-- DATA PROVIDED follows --
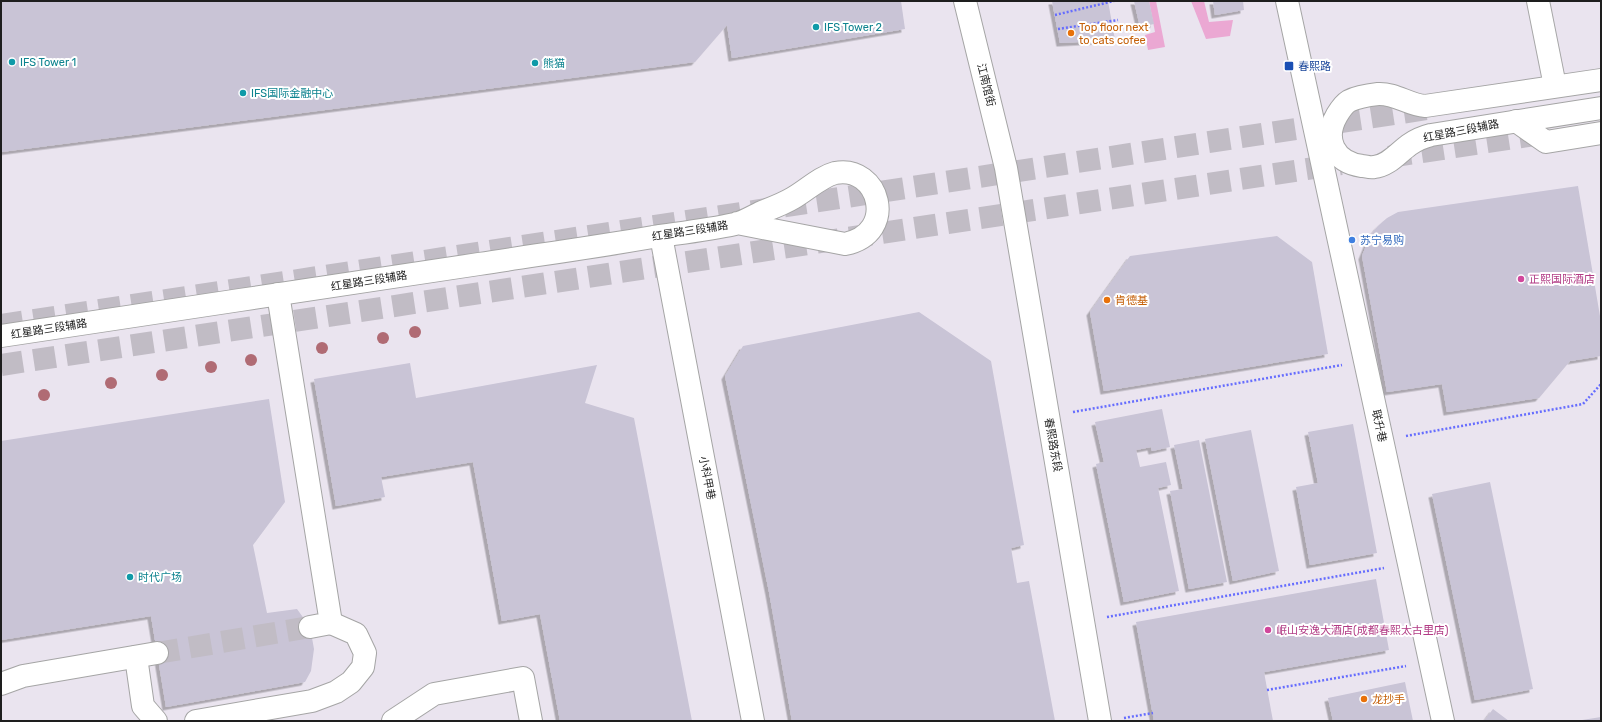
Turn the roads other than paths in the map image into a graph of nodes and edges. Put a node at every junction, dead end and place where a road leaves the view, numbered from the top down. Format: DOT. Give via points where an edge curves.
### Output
graph roads {
  1 [pos="965,1"];
  2 [pos="1287,1"];
  3 [pos="1538,1"];
  4 [pos="1601,80"];
  5 [pos="1555,86"];
  6 [pos="1601,108"];
  7 [pos="1516,121"];
  8 [pos="1601,133"];
  9 [pos="1006,168"];
  10 [pos="738,223"];
  11 [pos="661,236"];
  12 [pos="278,294"];
  13 [pos="1,336"];
  14 [pos="332,623"];
  15 [pos="310,627"];
  16 [pos="1,684"];
  17 [pos="156,721"];
  18 [pos="196,721"];
  19 [pos="393,721"];
  20 [pos="531,721"];
  21 [pos="752,721"];
  22 [pos="1100,721"];
  23 [pos="1443,721"];
  1 -- 9 [label="street, 江南馆街"];
  2 -- 23 [label="street, 联升巷"];
  3 -- 5 [label="street"];
  4 -- 5 [label="street, 红星路三段辅路"];
  5 -- 7 [label="street, 红星路三段辅路" via="1425,106 1417,106 1396,97 1380,94 1366,96 1348,101 1341,108 1330,136 1340,158 1355,165 1373,168 1385,164 1420,138"];
  6 -- 7 [label="street, 红星路三段辅路"];
  7 -- 8 [label="street" via="1546,142"];
  9 -- 22 [label="street, 春熙路东段"];
  10 -- 10 [label="street, 红星路三段辅路" via="845,244 856,242 873,228 878,206 869,184 848,173 836,173 792,199"];
  10 -- 11 [label="street, 红星路三段辅路"];
  11 -- 12 [label="street, 红星路三段辅路"];
  11 -- 21 [label="street, 小科甲巷"];
  12 -- 13 [label="street, 红星路三段辅路"];
  12 -- 14 [label="street"];
  14 -- 15 [label="street"];
  14 -- 18 [label="street" via="356,634 365,653 363,667 351,682 336,692 312,701"];
  16 -- 17 [label="street" via="23,676 147,655 143,706"];
  19 -- 20 [label="street" via="434,694 523,678"];
}
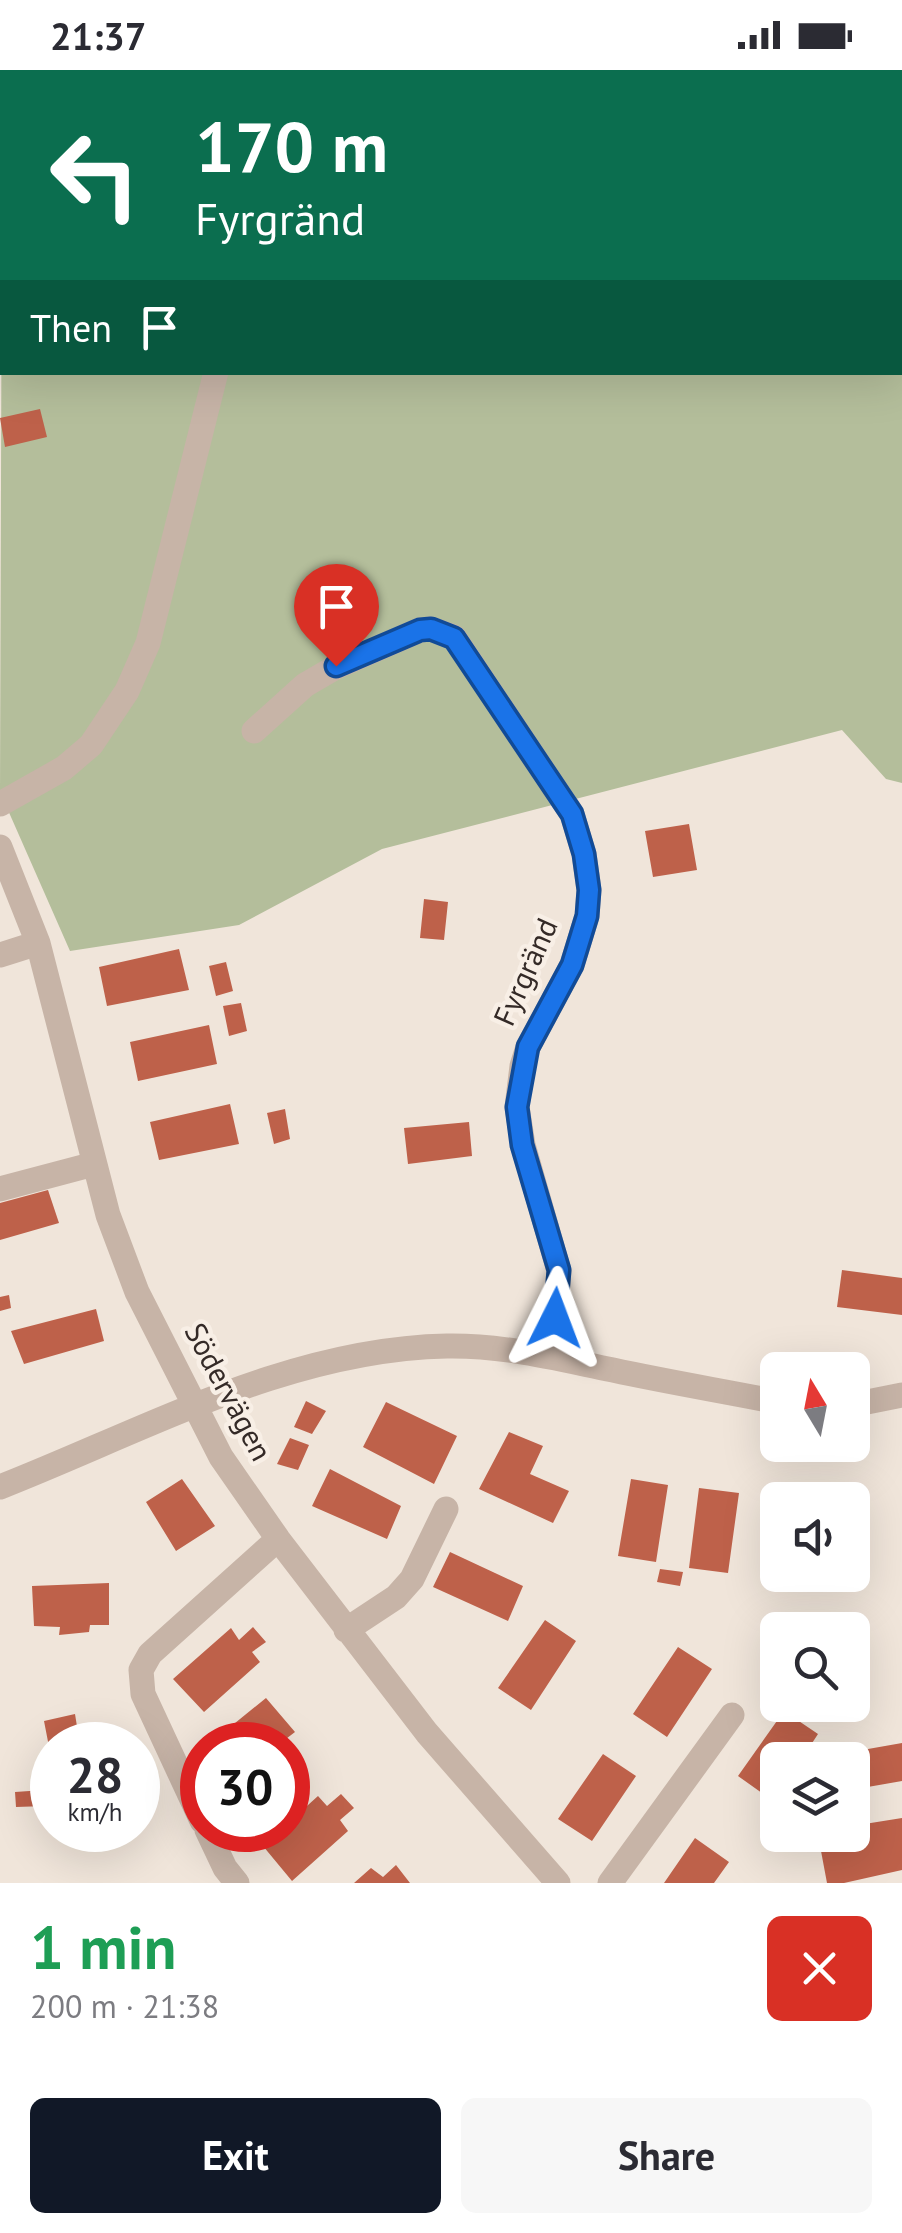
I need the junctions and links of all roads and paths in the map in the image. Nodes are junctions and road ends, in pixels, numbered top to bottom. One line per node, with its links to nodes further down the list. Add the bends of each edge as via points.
-- DATA PROVIDED concluded --
# [PROBLEM TO SOLVE]
Drop the images and copy all the data exactly.

# [TASK SOLUTION]
Turn the roads other than paths in the map image into a graph of nodes and edges. Put a node at every junction, dead end and place where a road leaves the view, numbered from the top down. Format: DOT. Give via points where an edge curves.
### Output
graph roads {
  1 [pos="965,1"];
  2 [pos="1287,1"];
  3 [pos="1538,1"];
  4 [pos="1601,80"];
  5 [pos="1555,86"];
  6 [pos="1601,108"];
  7 [pos="1516,121"];
  8 [pos="1601,133"];
  9 [pos="1006,168"];
  10 [pos="738,223"];
  11 [pos="661,236"];
  12 [pos="278,294"];
  13 [pos="1,336"];
  14 [pos="332,623"];
  15 [pos="310,627"];
  16 [pos="1,684"];
  17 [pos="156,721"];
  18 [pos="196,721"];
  19 [pos="393,721"];
  20 [pos="531,721"];
  21 [pos="752,721"];
  22 [pos="1100,721"];
  23 [pos="1443,721"];
  1 -- 9 [label="street, 江南馆街"];
  2 -- 23 [label="street, 联升巷"];
  3 -- 5 [label="street"];
  4 -- 5 [label="street, 红星路三段辅路"];
  5 -- 7 [label="street, 红星路三段辅路" via="1425,106 1417,106 1396,97 1380,94 1366,96 1348,101 1341,108 1330,136 1340,158 1355,165 1373,168 1385,164 1420,138"];
  6 -- 7 [label="street, 红星路三段辅路"];
  7 -- 8 [label="street" via="1546,142"];
  9 -- 22 [label="street, 春熙路东段"];
  10 -- 10 [label="street, 红星路三段辅路" via="845,244 856,242 873,228 878,206 869,184 848,173 836,173 792,199"];
  10 -- 11 [label="street, 红星路三段辅路"];
  11 -- 12 [label="street, 红星路三段辅路"];
  11 -- 21 [label="street, 小科甲巷"];
  12 -- 13 [label="street, 红星路三段辅路"];
  12 -- 14 [label="street"];
  14 -- 15 [label="street"];
  14 -- 18 [label="street" via="356,634 365,653 363,667 351,682 336,692 312,701"];
  16 -- 17 [label="street" via="23,676 147,655 143,706"];
  19 -- 20 [label="street" via="434,694 523,678"];
}
I need the junctions and links of all roads and paths in the map in the image. Nodes are junctions and road ends, in pixels, numbered top to bottom. One line per node, with its links to nodes further down the list. Add the bends of each edge as via points.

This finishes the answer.